Marian Paweł Porwit (25 September 1895 – 26 April 1988) was a Polish military officer, a colonel of the Polish Army and a military historian. A commander of one of the sections of the Polish front during the Siege of Warsaw of 1939, after the war he became a historian known for documenting the Invasion of Poland.

Born 25 September 1895 in Gorlice (then in Austro-Hungarian Galicia), following the outbreak of the Great War Porwit joined the Polish Legions, where he served with distinction. In 1918 he joined the re-established Polish Army and fought in the Polish-Bolshevik War. In 1926 during the May Coup he supported president Stanisław Wojciechowski and the legal government of Wincenty Witos. For this reason when Józef Piłsudski forced the government to resign, Porwit's military career slowed until World War II. By 1939 he was promoted to the rank of colonel. Attached to the staff of General Walerian Czuma, Porwit became the commanding officer of the Western Area of the defense of Warsaw during the siege of 1939. The troops under his command defended the westernmost approach towards the city center from 8 to 28 September before collapsing.

Taken prisoner of war by Nazi Germany, Porwit spent the remainder of World War II in POW camps. Liberated in 1945, he moved to London, where he became a member of the Sikorski Institute. In 1946 he decided to return to Poland.
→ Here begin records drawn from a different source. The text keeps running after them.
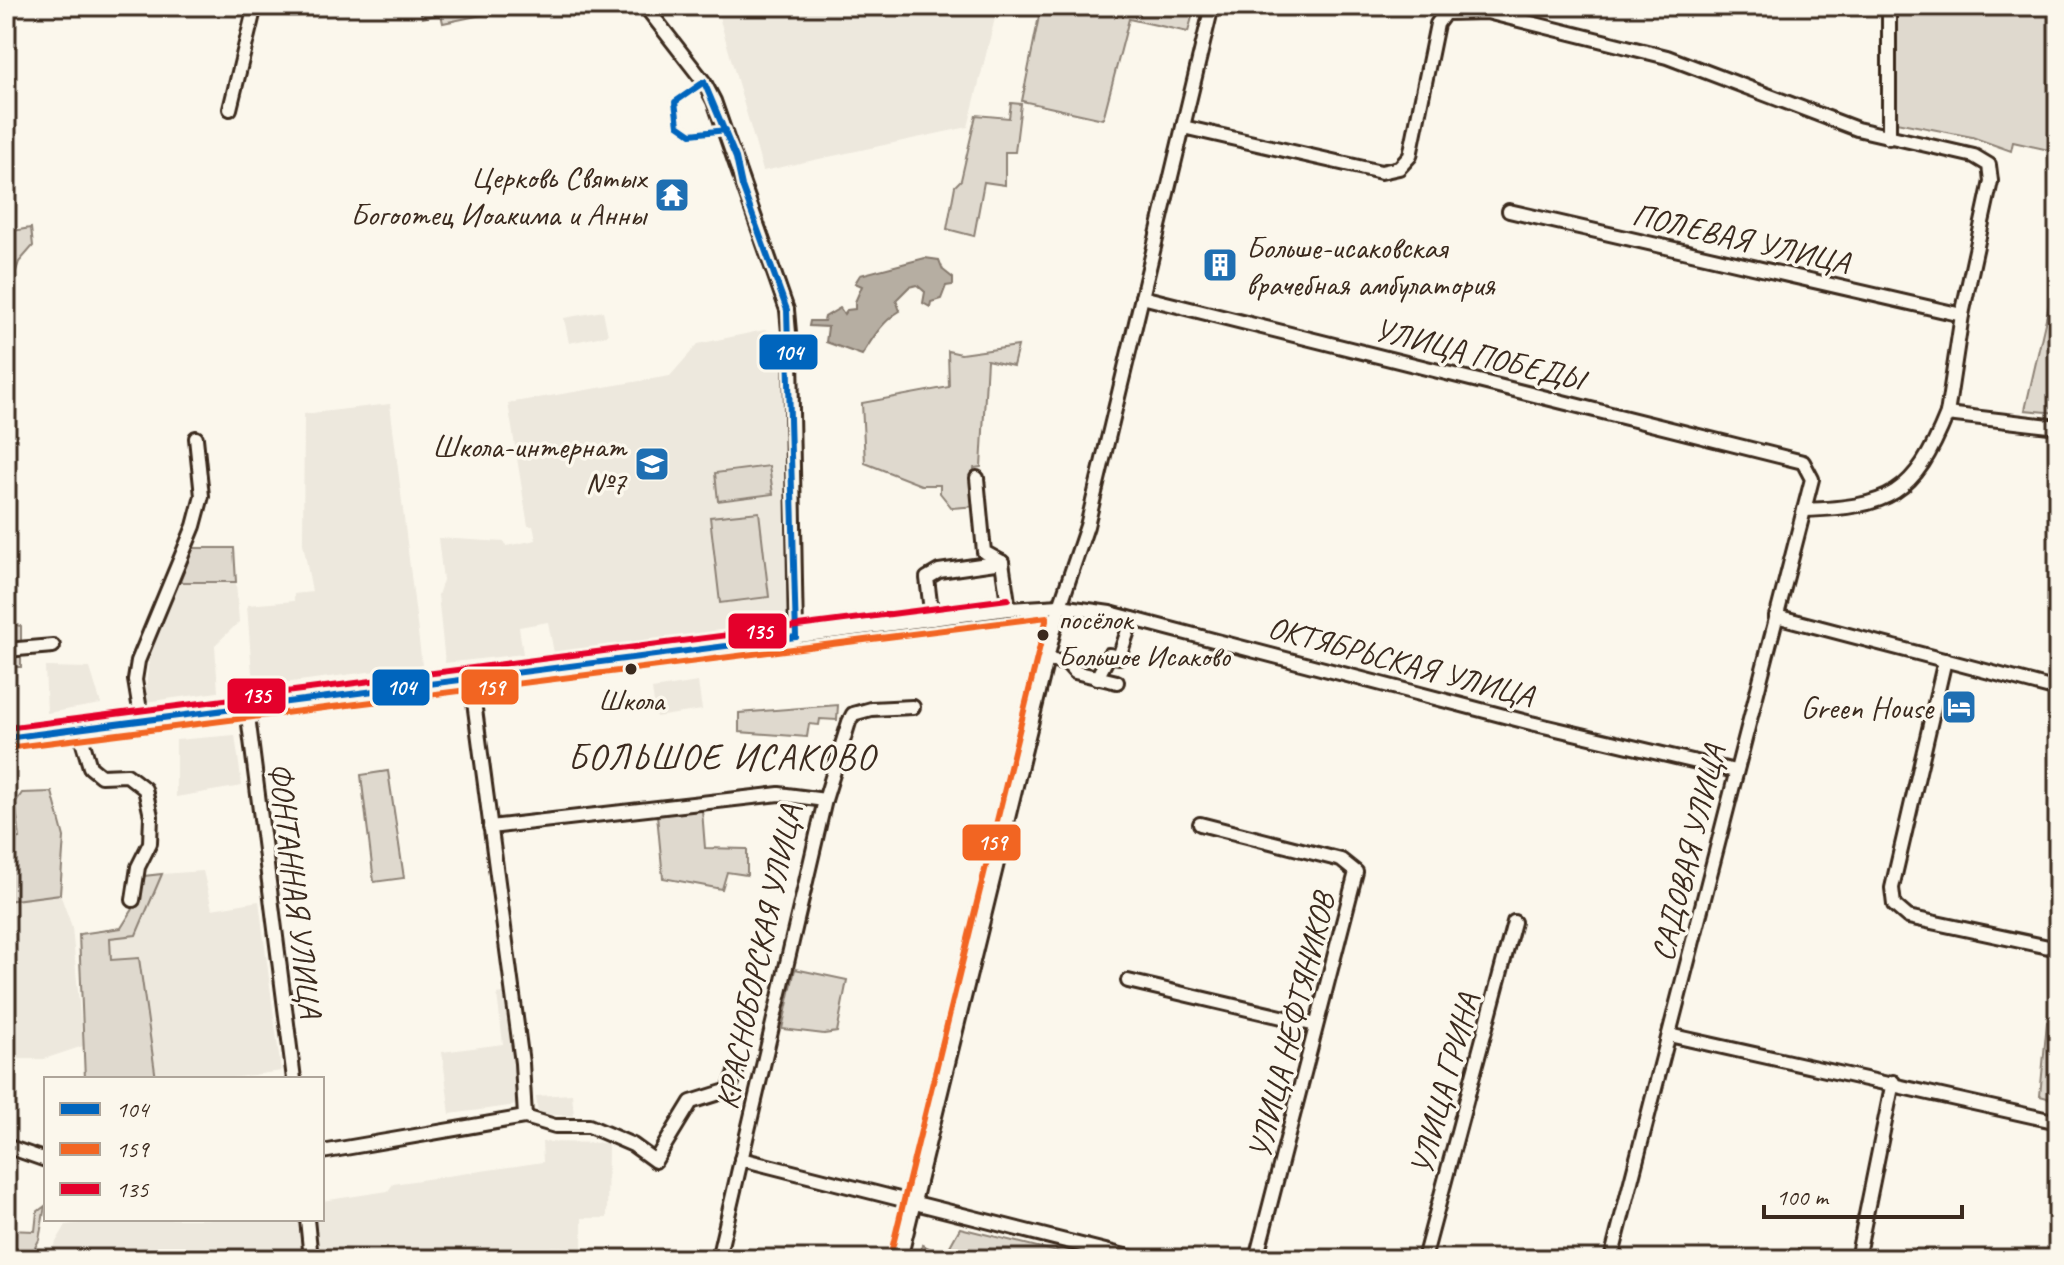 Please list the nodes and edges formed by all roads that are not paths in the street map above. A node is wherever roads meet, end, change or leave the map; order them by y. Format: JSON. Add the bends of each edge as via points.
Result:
{"nodes":[{"id":1,"x":255,"y":6,"type":"edge"},
{"id":2,"x":645,"y":6,"type":"edge"},
{"id":3,"x":1212,"y":6,"type":"edge"},
{"id":4,"x":1889,"y":6,"type":"edge"},
{"id":5,"x":1488,"y":9,"type":"edge"},
{"id":6,"x":230,"y":109,"type":"dead end"},
{"id":7,"x":1183,"y":127,"type":"junction"},
{"id":8,"x":1889,"y":138,"type":"junction"},
{"id":9,"x":1509,"y":211,"type":"dead end"},
{"id":10,"x":1142,"y":297,"type":"junction"},
{"id":11,"x":1962,"y":315,"type":"junction"},
{"id":12,"x":1947,"y":414,"type":"junction"},
{"id":13,"x":2058,"y":427,"type":"edge"},
{"id":14,"x":196,"y":438,"type":"dead end"},
{"id":15,"x":1803,"y":462,"type":"joint"},
{"id":16,"x":977,"y":478,"type":"dead end"},
{"id":17,"x":1804,"y":510,"type":"junction"},
{"id":18,"x":1002,"y":562,"type":"junction"},
{"id":19,"x":1060,"y":606,"type":"junction"},
{"id":20,"x":1009,"y":609,"type":"junction"},
{"id":21,"x":1776,"y":616,"type":"junction"},
{"id":22,"x":932,"y":619,"type":"junction"},
{"id":23,"x":1132,"y":619,"type":"junction"},
{"id":24,"x":796,"y":637,"type":"junction"},
{"id":25,"x":53,"y":646,"type":"dead end"},
{"id":26,"x":6,"y":650,"type":"edge"},
{"id":27,"x":1047,"y":660,"type":"junction"},
{"id":28,"x":1945,"y":660,"type":"junction"},
{"id":29,"x":1097,"y":678,"type":"junction"},
{"id":30,"x":471,"y":679,"type":"junction"},
{"id":31,"x":1117,"y":682,"type":"dead end"},
{"id":32,"x":2058,"y":690,"type":"edge"},
{"id":33,"x":913,"y":707,"type":"dead end"},
{"id":34,"x":247,"y":708,"type":"junction"},
{"id":35,"x":142,"y":722,"type":"junction"},
{"id":36,"x":79,"y":730,"type":"junction"},
{"id":37,"x":6,"y":738,"type":"edge"},
{"id":38,"x":1735,"y":771,"type":"junction"},
{"id":39,"x":825,"y":800,"type":"junction"},
{"id":40,"x":1200,"y":824,"type":"dead end"},
{"id":41,"x":490,"y":827,"type":"junction"},
{"id":42,"x":133,"y":900,"type":"dead end"},
{"id":43,"x":1514,"y":922,"type":"dead end"},
{"id":44,"x":2058,"y":949,"type":"edge"},
{"id":45,"x":1128,"y":981,"type":"dead end"},
{"id":46,"x":1316,"y":1025,"type":"junction"},
{"id":47,"x":1669,"y":1035,"type":"junction"},
{"id":48,"x":736,"y":1072,"type":"dead end"},
{"id":49,"x":294,"y":1077,"type":"edge"},
{"id":50,"x":1893,"y":1082,"type":"junction"},
{"id":51,"x":525,"y":1117,"type":"junction"},
{"id":52,"x":2058,"y":1122,"type":"edge"},
{"id":53,"x":6,"y":1146,"type":"edge"},
{"id":54,"x":324,"y":1152,"type":"edge"},
{"id":55,"x":44,"y":1159,"type":"edge"},
{"id":56,"x":741,"y":1159,"type":"junction"},
{"id":57,"x":914,"y":1200,"type":"junction"},
{"id":58,"x":307,"y":1221,"type":"edge"},
{"id":59,"x":311,"y":1259,"type":"edge"},
{"id":60,"x":718,"y":1259,"type":"edge"},
{"id":61,"x":900,"y":1259,"type":"edge"},
{"id":62,"x":1137,"y":1259,"type":"edge"},
{"id":63,"x":1256,"y":1259,"type":"edge"},
{"id":64,"x":1424,"y":1259,"type":"edge"},
{"id":65,"x":1611,"y":1259,"type":"edge"},
{"id":66,"x":1857,"y":1259,"type":"edge"}],
"edges":[{"from":1,"to":6,"type":"street"},
{"from":2,"to":24,"type":"street","via":[[714,101],[787,310]]},
{"from":3,"to":7,"type":"street"},
{"from":4,"to":8,"type":"street"},
{"from":5,"to":7,"type":"street","via":[[1445,13],[1437,24],[1410,156],[1399,168],[1381,172]]},
{"from":5,"to":8,"type":"street","via":[[1667,57]]},
{"from":7,"to":10,"type":"street"},
{"from":8,"to":11,"type":"street","via":[[1974,156],[1989,165],[1991,181]]},
{"from":9,"to":11,"type":"street","name":"ПОЛЕВАЯ УЛИЦА"},
{"from":10,"to":15,"type":"street","name":"УЛИЦА ПОБЕДЫ"},
{"from":10,"to":19,"type":"street","via":[[1087,526]]},
{"from":11,"to":12,"type":"street"},
{"from":12,"to":13,"type":"street"},
{"from":12,"to":17,"type":"street","via":[[1933,449],[1883,500],[1859,508]]},
{"from":14,"to":35,"type":"street","via":[[202,496],[138,661],[135,680]]},
{"from":15,"to":17,"type":"street","name":"САДОВАЯ УЛИЦА","via":[[1812,479]]},
{"from":16,"to":18,"type":"street","via":[[984,552]]},
{"from":17,"to":21,"type":"street","name":"САДОВАЯ УЛИЦА"},
{"from":18,"to":20,"type":"street"},
{"from":18,"to":22,"type":"street","via":[[939,571],[927,578]]},
{"from":19,"to":20,"type":"street","name":"ОКТЯБРЬСКАЯ УЛИЦА"},
{"from":19,"to":23,"type":"street","name":"ОКТЯБРЬСКАЯ УЛИЦА"},
{"from":19,"to":27,"type":"street"},
{"from":20,"to":22,"type":"street","name":"ОКТЯБРЬСКАЯ УЛИЦА"},
{"from":21,"to":28,"type":"street"},
{"from":21,"to":38,"type":"street","name":"САДОВАЯ УЛИЦА"},
{"from":22,"to":24,"type":"street","name":"ОКТЯБРЬСКАЯ УЛИЦА"},
{"from":23,"to":29,"type":"street","via":[[1119,657],[1109,655]]},
{"from":23,"to":38,"type":"street","name":"ОКТЯБРЬСКАЯ УЛИЦА"},
{"from":24,"to":30,"type":"street","name":"ОКТЯБРЬСКАЯ УЛИЦА"},
{"from":25,"to":26,"type":"street"},
{"from":27,"to":29,"type":"street"},
{"from":27,"to":57,"type":"street"},
{"from":28,"to":32,"type":"street"},
{"from":28,"to":44,"type":"street","via":[[1892,888],[1894,905],[1908,917]]},
{"from":29,"to":31,"type":"street"},
{"from":30,"to":34,"type":"street","name":"ОКТЯБРЬСКАЯ УЛИЦА"},
{"from":30,"to":41,"type":"street"},
{"from":33,"to":39,"type":"street","via":[[853,714]]},
{"from":34,"to":35,"type":"street","name":"ОКТЯБРЬСКАЯ УЛИЦА"},
{"from":34,"to":49,"type":"street","name":"ФОНТАННАЯ УЛИЦА"},
{"from":35,"to":36,"type":"street","name":"ОКТЯБРЬСКАЯ УЛИЦА"},
{"from":36,"to":37,"type":"street","name":"ОКТЯБРЬСКАЯ УЛИЦА"},
{"from":36,"to":42,"type":"street","via":[[90,767],[101,776],[127,775],[145,789],[150,843],[138,867]]},
{"from":38,"to":47,"type":"street","name":"САДОВАЯ УЛИЦА"},
{"from":39,"to":41,"type":"street","name":"КРАСНОБОРСКАЯ УЛИЦА","via":[[779,794]]},
{"from":39,"to":56,"type":"street","name":"КРАСНОБОРСКАЯ УЛИЦА"},
{"from":40,"to":46,"type":"street","name":"УЛИЦА НЕФТЯНИКОВ","via":[[1341,860],[1356,872]]},
{"from":41,"to":51,"type":"street"},
{"from":43,"to":64,"type":"street","name":"УЛИЦА ГРИНА"},
{"from":45,"to":46,"type":"street"},
{"from":46,"to":63,"type":"street","name":"УЛИЦА НЕФТЯНИКОВ"},
{"from":47,"to":50,"type":"street"},
{"from":47,"to":65,"type":"street","name":"САДОВАЯ УЛИЦА"},
{"from":48,"to":51,"type":"street","via":[[729,1090],[691,1102],[655,1161],[589,1126],[555,1126]]},
{"from":50,"to":52,"type":"street"},
{"from":50,"to":66,"type":"street"},
{"from":51,"to":54,"type":"street"},
{"from":53,"to":55,"type":"street"},
{"from":56,"to":57,"type":"street"},
{"from":56,"to":60,"type":"street","name":"КРАСНОБОРСКАЯ УЛИЦА"},
{"from":57,"to":61,"type":"street"},
{"from":57,"to":62,"type":"street"},
{"from":58,"to":59,"type":"street"}]}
He settled in Warsaw, where he continued his historical career. He died on 26 April 1988 in Warsaw.

== Awards ==
- Golden Cross of the Order Virtuti Militari (Poland)
- Silver Cross of the Order Virtuti Militari (Poland)
- Officer's Cross of the Order of Polonia Restituta (Poland)
- Cross of Valour (Poland) — 4 times
- Cross of Merit (Poland)
- Knight Cross of the Légion d'honneur (France)
- Big Silver Bravery Medal — 2 times (Austria-Hungary)
- Small Silver Bravery Medal (Austria-Hungary)
- Bronze Bravery Medal (Austria-Hungary)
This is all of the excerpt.